BEGIN Materials provided

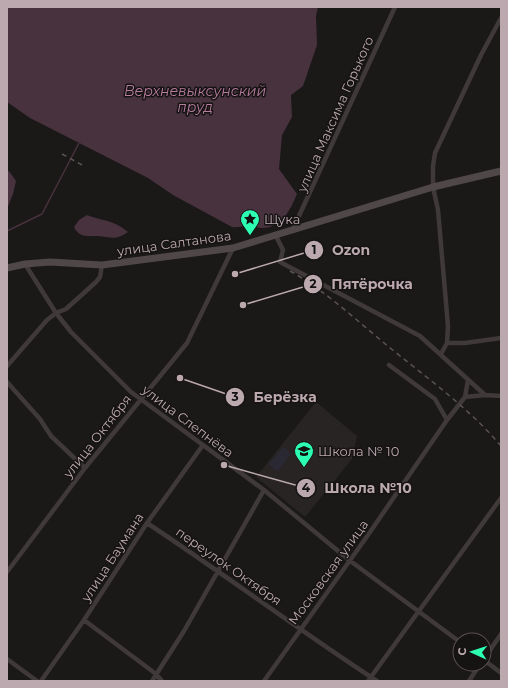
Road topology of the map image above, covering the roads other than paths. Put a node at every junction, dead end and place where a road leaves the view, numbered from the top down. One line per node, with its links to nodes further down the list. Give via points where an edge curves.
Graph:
1 (395, 7): 5 (street, улица Максима Горького)
2 (501, 18): 4 (street, via 435,153)
3 (501, 171): 4 (main road, улица Салтанова)
4 (433, 187): 5 (main road, улица Салтанова); 13 (street, via 438,210)
5 (293, 229): 6 (main road, улица Салтанова)
6 (276, 236): 7 (main road, улица Салтанова); 14 (street, via 283,250 280,262 420,336)
7 (233, 248): 9 (main road, улица Салтанова); 22 (street, улица Октября, via 187,343)
8 (25, 264): 9 (main road, улица Салтанова, via 50,262); 10 (main road, улица Салтанова); 11 (street, улица Слепнёва)
9 (102, 265): 11 (street, via 100,277 96,282 66,309)
10 (8, 267)
11 (56, 313): 16 (street); 22 (street, улица Слепнёва, via 89,351)
12 (501, 338): 13 (street, via 465,344)
13 (448, 343): 14 (street)
14 (442, 354): 17 (street)
15 (389, 365): 23 (street, via 435,399)
16 (7, 366)
17 (468, 380): 19 (street); 21 (street)
18 (7, 382): 25 (street, via 40,419 51,436)
19 (485, 395): 20 (street); 21 (street)
20 (501, 396)
21 (466, 397): 23 (street, Московская улица)
22 (140, 399): 24 (street, улица Слепнёва); 25 (street, улица Октября)
23 (447, 420): 29 (street, Московская улица)
24 (203, 445): 26 (street, улица Слепнёва); 28 (street, улица Баумана)
25 (85, 468): 31 (street, улица Октября)
26 (264, 490): 29 (street, улица Слепнёва); 30 (street)
27 (501, 498): 32 (street)
28 (147, 523): 30 (street, переулок Октября); 33 (street, улица Баумана)
29 (349, 560): 32 (street, улица Слепнёва); 34 (street, Московская улица)
30 (219, 570): 34 (street, переулок Октября); 42 (street)
31 (7, 572)
32 (418, 611): 36 (street, улица Слепнёва); 43 (street)
33 (84, 620): 42 (street); 45 (street, улица Баумана)
34 (300, 630): 43 (street, переулок Октября); 48 (street, Московская улица)
35 (501, 634): 37 (street)
36 (452, 636)
37 (492, 647)
38 (7, 659): 44 (street)
39 (492, 666): 41 (street)
40 (475, 672): 50 (street)
41 (501, 673)
42 (156, 674): 46 (street); 47 (street)
43 (370, 679): 49 (street, переулок Октября)
44 (37, 681)
45 (41, 681)
46 (152, 681)
47 (162, 681)
48 (264, 681)
49 (377, 681)
50 (469, 681)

END Materials provided

Your assignment - Output all of the data above exactly; no pictures should appear.

Response area -
Road topology of the map image above, covering the roads other than paths. Put a node at every junction, dead end and place where a road leaves the view, numbered from the top down. One line per node, with its links to nodes further down the list. Give via points where an edge curves.
Graph:
1 (395, 7): 5 (street, улица Максима Горького)
2 (501, 18): 4 (street, via 435,153)
3 (501, 171): 4 (main road, улица Салтанова)
4 (433, 187): 5 (main road, улица Салтанова); 13 (street, via 438,210)
5 (293, 229): 6 (main road, улица Салтанова)
6 (276, 236): 7 (main road, улица Салтанова); 14 (street, via 283,250 280,262 420,336)
7 (233, 248): 9 (main road, улица Салтанова); 22 (street, улица Октября, via 187,343)
8 (25, 264): 9 (main road, улица Салтанова, via 50,262); 10 (main road, улица Салтанова); 11 (street, улица Слепнёва)
9 (102, 265): 11 (street, via 100,277 96,282 66,309)
10 (8, 267)
11 (56, 313): 16 (street); 22 (street, улица Слепнёва, via 89,351)
12 (501, 338): 13 (street, via 465,344)
13 (448, 343): 14 (street)
14 (442, 354): 17 (street)
15 (389, 365): 23 (street, via 435,399)
16 (7, 366)
17 (468, 380): 19 (street); 21 (street)
18 (7, 382): 25 (street, via 40,419 51,436)
19 (485, 395): 20 (street); 21 (street)
20 (501, 396)
21 (466, 397): 23 (street, Московская улица)
22 (140, 399): 24 (street, улица Слепнёва); 25 (street, улица Октября)
23 (447, 420): 29 (street, Московская улица)
24 (203, 445): 26 (street, улица Слепнёва); 28 (street, улица Баумана)
25 (85, 468): 31 (street, улица Октября)
26 (264, 490): 29 (street, улица Слепнёва); 30 (street)
27 (501, 498): 32 (street)
28 (147, 523): 30 (street, переулок Октября); 33 (street, улица Баумана)
29 (349, 560): 32 (street, улица Слепнёва); 34 (street, Московская улица)
30 (219, 570): 34 (street, переулок Октября); 42 (street)
31 (7, 572)
32 (418, 611): 36 (street, улица Слепнёва); 43 (street)
33 (84, 620): 42 (street); 45 (street, улица Баумана)
34 (300, 630): 43 (street, переулок Октября); 48 (street, Московская улица)
35 (501, 634): 37 (street)
36 (452, 636)
37 (492, 647)
38 (7, 659): 44 (street)
39 (492, 666): 41 (street)
40 (475, 672): 50 (street)
41 (501, 673)
42 (156, 674): 46 (street); 47 (street)
43 (370, 679): 49 (street, переулок Октября)
44 (37, 681)
45 (41, 681)
46 (152, 681)
47 (162, 681)
48 (264, 681)
49 (377, 681)
50 (469, 681)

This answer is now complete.